The exponential mixture distribution is a semi-parametric distribution used in Actuarial Loss Modeling to fit collections of similiar losses. The exponential mixture has a decreasing hazard rate, increasing Mean Residual Life and has a thicker tail than the usual single parameter exponential 1. According to Keatinge 2, the exponential mixture is considered semi-parametric because no parametric assumption is made about the form of the mixing distribution.

The R library Renext exposes the MixExp2 function, which makes available the standard d, p, q and r-prefixed statistical functions to determine the density, distribution, quantile or generate a random draw from a 2-component exponential mixture model, but for exponential mixtures comprised of more than two terms, there’s suprisingly little available.
In this post, we’ll demonstrate a method for calculating quantiles from exponential mixture models with any number of terms using inverse transform sampling. We’ll leverage the Newton-Raphson method to obtain quantiles, assuming the mean and weight for each component have already been determined. In a future post, we’ll demonstrate how to use maximum likelihood and MCMC techniques to arrive at the optimal weight distribution across terms based on the dataset of interest.

## Background

The distribution function of an exponential mixture model follows the form:

$$F(x) = 1 - w_{1}e^{-\lambda_{1}x} - w_{2}e^{-\lambda_{2}x} - \cdots - w_{n}e^{-\lambda_{n}x}$$

Where $$\sum_{i}^{n}w_{i} = 1$$, and $$\lambda_{i}$$ is the inverse of the expected value for the $$i^{th}$$ component in the mixture.
In order to use the Newton-Raphson method to find roots for an exponential mixture model with an arbitrary number of components, we need to arrange the CDF such that all terms on one side are set identically to zero.

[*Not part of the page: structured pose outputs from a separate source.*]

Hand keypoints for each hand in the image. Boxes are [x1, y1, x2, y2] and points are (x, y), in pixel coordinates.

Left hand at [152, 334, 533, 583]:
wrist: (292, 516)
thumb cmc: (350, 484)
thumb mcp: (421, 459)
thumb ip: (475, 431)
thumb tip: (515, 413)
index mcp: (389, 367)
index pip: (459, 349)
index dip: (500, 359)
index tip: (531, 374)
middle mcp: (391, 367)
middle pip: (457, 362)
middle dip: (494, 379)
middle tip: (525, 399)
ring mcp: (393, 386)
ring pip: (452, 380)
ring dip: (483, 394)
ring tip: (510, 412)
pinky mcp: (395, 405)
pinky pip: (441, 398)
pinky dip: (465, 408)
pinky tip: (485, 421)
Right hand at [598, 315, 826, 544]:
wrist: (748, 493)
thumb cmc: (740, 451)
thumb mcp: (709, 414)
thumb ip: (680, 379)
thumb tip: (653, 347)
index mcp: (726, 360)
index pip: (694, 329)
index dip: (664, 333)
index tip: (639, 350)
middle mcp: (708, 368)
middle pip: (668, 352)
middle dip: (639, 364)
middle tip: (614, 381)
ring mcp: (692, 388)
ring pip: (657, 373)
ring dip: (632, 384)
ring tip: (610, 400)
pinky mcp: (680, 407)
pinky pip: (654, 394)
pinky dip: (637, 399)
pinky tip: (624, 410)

Rearranging yields:

$$w_{1}e^{-\lambda_{1}x} + w_{2}e^{-\lambda_{2}x} + \cdots + w_{n}e^{-\lambda_{n}x} - (1 - F(x)) = 0$$

The Newton-Raphson update expression can be represented as:

$$x_{n+1} = x_{n} - \frac{f(x)}{f^{\prime}(x)}$$

With successive iterations providing better approximations of the root until a sufficiently accurate value is obtained.

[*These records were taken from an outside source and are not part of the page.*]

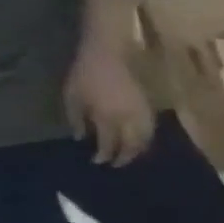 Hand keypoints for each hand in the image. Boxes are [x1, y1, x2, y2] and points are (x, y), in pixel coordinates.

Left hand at [64, 41, 154, 165]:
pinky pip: (151, 128)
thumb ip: (78, 119)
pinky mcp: (149, 108)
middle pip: (134, 144)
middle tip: (118, 164)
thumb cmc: (85, 76)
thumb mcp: (72, 97)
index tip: (99, 162)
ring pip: (147, 138)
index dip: (105, 154)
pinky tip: (141, 140)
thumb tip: (82, 137)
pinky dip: (147, 138)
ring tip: (132, 154)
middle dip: (127, 156)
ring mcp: (142, 113)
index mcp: (108, 116)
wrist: (108, 58)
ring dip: (140, 149)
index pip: (110, 142)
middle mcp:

For our purposes, the rearranged CDF expression will serve as $$f(x)$$. $$f^{\prime}(x)$$ will be the derivative of the rearranged CDF, specifically:

$$f^{\prime}(x) = -\lambda_{1}w_{1}e^{-\lambda_{1}x} -\lambda_{2}w_{2}e^{-\lambda_{2}x} - \cdots -\lambda_{n}w_{n}e^{-\lambda_{n}x}$$

We can commence iteration at $$x_{0} = 0$$ in all cases, and don’t need to concern ourselves with searching for a optimal initialization point since the mixture is monotonic.

## Implementation

What follows is an implementation of the Newton-Raphson algorithm written in R. It takes as arguments a starting point (which defaults to 0), a function f and the function’s derivative f_prime. epsilon and maxiters represent the threshold below which a root is assumed to have been located and signals for iteration to cease, and the maximum number of iterations to carry out as a safeguard against divergence (respectively):

newtonRaphson = function(
x_init=0, f, f_prime, epsilon=.000001,
maxiters=1000, returniters=FALSE) {

root = NULL
x_i = x_init
tolerance = 1
itervals = vector()
itercntr = 0    # ensure maxiters is not exceeded

while (TRUE) {

itercntr = itercntr + 1
itervals[[itercntr]] = x_i

if ((itercntr>=maxiters) || (tolerance<=epsilon))  {
root = itervals[[length(itervals)]]
break

} else {
x_n = (x_i - (f(x_i)/f_prime(x_i)))
tolerance = abs(x_n - x_i)
x_i = x_n
}
}

resList = list(iterations=itercntr, root=root, approx_seq=itervals)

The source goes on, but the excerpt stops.